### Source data
Start of Block

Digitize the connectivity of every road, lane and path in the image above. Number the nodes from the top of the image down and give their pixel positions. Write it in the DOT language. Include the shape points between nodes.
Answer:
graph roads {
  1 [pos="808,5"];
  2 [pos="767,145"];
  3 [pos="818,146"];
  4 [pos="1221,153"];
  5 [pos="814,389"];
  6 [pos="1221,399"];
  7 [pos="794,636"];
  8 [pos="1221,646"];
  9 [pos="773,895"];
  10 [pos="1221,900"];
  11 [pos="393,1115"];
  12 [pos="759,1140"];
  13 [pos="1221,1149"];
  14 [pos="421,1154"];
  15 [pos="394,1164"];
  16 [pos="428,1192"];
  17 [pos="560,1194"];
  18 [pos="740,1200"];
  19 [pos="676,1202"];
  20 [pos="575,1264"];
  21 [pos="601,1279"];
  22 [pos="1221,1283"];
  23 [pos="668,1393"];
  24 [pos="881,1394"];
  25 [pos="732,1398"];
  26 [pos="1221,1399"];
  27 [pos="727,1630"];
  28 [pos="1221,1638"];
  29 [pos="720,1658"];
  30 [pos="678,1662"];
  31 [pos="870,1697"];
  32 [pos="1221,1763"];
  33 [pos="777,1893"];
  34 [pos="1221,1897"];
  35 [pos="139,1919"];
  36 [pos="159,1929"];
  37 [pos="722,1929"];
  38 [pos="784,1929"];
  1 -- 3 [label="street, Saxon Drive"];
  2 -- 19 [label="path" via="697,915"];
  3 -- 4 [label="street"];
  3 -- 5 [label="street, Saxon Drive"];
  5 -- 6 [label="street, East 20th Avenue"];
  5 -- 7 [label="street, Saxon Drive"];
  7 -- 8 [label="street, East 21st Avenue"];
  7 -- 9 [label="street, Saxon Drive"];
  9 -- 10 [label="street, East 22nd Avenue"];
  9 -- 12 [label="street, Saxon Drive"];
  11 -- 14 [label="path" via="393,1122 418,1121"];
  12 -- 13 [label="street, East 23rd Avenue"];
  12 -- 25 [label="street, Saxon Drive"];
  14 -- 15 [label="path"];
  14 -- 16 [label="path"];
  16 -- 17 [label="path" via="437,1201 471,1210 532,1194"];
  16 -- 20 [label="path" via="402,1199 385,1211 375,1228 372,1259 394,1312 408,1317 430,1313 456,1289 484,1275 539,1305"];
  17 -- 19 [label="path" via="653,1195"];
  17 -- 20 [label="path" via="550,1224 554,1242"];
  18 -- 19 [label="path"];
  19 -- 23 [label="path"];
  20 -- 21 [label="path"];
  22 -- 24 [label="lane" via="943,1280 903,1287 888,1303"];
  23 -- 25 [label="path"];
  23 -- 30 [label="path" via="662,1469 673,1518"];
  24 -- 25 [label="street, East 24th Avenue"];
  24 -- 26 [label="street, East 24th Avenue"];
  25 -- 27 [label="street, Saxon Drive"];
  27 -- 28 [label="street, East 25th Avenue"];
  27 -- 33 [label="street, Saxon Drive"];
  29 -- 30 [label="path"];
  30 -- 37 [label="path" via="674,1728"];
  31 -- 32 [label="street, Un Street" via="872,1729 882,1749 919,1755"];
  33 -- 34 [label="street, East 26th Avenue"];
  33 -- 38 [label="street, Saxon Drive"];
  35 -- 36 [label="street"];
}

End of Block

### TASK GOAL
When a line in the entries above contains "Avenue", count it; please answer with the number only.

### RESPONSE AREA
8